I have a templated function:
template <typename my_func> int foo(int x, int y) {
my_func bar;
return bar(x, y);
}
which I can use with following functor:
struct _compare {
int operator()(int x, int y) { return x-y; }
};
Usage: foo<_compare>(int x, int y)
In fact there is a tight loop in foo and thus i'm trying to pass pointer to functions that can be inlined at compile time.

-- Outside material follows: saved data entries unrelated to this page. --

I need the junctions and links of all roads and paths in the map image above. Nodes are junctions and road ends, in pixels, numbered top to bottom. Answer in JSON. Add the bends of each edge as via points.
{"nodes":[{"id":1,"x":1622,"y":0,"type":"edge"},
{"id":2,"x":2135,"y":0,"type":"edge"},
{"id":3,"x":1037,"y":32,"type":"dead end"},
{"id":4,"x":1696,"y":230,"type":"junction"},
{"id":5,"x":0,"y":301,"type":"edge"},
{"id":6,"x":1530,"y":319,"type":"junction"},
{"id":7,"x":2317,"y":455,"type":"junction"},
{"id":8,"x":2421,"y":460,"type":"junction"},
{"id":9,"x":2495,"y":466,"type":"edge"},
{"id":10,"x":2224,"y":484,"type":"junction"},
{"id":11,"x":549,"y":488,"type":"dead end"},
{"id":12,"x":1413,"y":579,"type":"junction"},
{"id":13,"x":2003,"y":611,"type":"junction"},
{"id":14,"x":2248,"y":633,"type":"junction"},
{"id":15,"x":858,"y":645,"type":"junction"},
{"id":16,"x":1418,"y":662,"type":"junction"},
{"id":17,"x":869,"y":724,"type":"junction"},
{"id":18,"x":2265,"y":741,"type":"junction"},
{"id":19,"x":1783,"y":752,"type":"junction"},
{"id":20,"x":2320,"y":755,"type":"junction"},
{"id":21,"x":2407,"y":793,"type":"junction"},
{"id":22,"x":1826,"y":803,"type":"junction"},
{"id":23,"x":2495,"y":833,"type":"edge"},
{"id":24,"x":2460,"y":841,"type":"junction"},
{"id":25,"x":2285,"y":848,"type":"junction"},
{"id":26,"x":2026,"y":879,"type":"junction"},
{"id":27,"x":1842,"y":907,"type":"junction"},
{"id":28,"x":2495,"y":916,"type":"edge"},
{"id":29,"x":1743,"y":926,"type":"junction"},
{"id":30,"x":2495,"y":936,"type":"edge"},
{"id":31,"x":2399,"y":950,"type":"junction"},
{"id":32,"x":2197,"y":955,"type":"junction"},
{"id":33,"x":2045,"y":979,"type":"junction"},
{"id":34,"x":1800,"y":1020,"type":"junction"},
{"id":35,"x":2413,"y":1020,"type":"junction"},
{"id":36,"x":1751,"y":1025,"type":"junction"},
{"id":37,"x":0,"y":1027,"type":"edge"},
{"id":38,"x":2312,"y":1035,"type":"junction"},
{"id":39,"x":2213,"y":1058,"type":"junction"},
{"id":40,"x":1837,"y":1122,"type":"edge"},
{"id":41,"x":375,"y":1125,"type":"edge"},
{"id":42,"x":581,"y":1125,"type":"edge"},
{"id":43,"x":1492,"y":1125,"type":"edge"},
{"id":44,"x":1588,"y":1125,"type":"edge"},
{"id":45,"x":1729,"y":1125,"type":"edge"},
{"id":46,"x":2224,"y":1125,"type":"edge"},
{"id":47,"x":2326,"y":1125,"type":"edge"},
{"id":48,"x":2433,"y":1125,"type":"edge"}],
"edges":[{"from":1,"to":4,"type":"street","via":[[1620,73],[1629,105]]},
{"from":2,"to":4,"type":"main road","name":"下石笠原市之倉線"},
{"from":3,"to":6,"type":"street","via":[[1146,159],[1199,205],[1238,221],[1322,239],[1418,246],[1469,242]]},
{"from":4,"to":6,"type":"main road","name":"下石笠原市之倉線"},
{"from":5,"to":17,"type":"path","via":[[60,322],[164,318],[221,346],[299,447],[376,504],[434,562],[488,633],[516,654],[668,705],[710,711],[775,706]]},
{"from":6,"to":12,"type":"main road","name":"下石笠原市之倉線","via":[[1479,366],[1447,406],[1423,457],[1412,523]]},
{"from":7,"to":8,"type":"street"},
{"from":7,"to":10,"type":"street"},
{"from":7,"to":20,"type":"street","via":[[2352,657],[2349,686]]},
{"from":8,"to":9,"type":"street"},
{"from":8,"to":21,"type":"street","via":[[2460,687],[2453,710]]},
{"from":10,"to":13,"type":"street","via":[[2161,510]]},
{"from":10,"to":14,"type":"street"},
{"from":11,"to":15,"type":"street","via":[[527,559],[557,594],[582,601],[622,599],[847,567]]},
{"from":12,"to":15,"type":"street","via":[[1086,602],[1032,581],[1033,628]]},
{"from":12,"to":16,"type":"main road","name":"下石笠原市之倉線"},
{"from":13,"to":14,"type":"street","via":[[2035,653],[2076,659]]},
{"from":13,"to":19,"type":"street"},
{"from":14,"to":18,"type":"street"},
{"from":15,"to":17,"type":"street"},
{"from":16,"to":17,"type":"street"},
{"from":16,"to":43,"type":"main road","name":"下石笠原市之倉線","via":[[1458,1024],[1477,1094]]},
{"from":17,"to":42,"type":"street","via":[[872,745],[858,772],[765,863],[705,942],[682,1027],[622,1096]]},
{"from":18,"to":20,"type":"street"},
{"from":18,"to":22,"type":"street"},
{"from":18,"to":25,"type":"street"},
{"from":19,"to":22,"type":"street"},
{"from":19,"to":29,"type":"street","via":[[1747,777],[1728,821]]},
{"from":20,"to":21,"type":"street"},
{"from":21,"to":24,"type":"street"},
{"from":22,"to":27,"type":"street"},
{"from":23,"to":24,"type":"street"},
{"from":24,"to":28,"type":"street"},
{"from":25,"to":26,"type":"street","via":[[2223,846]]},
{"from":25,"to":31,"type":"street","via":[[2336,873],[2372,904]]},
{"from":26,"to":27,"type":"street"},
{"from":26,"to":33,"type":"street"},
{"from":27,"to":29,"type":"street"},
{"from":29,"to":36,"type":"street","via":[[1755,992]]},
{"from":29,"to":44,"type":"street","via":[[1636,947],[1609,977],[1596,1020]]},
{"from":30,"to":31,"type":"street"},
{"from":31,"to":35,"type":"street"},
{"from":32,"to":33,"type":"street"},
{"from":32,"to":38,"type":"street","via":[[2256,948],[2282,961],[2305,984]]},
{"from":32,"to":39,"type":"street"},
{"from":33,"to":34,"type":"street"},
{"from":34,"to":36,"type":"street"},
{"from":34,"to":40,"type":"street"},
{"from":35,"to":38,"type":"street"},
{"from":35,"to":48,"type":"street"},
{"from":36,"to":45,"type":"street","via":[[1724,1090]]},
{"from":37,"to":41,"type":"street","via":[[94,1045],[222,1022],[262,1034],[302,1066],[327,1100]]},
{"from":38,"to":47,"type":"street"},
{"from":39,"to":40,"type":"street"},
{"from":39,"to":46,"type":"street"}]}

Now I want to use a function from 3rd party lib, which is templated fuctor by itself. The new functor is like:
template<typename Scalar> struct _compare {
Scalar operator()(const Scalar& a, const Scalar& b) const {
return a-b;
}
};
And I can't make it compile. I've tried foo<_compare<char>>(int x, int y)
I've tried
const char t = 0;
foo<_compare<t>>(int x, int y);
I've tried to foo<_compare>(int x, int y) and change foo to
template <typename my_func> foo(int x, int y) {
my_func<char> bar;
bar(x, y);
}
As I need only _compare < char > for sure.
Any hints?
My preferred solution would be to do like the STL does: always pass the function object as parameter:
template<typename my_func>
void foo(int x, int y, my_func bar) {
bar(x, y);
}
Then, it doesn't matter if my_func is a templated class, a lambda, a non templated class or even a function pointer. It just work.
Usage:
foo(int x, int y, _compare{});
foo(int x, int y, _compare<char>{});
foo(int x, int y, [](int, int){ return false; });
This Live example shows that C++ completely elide both callable, and the function call and its result.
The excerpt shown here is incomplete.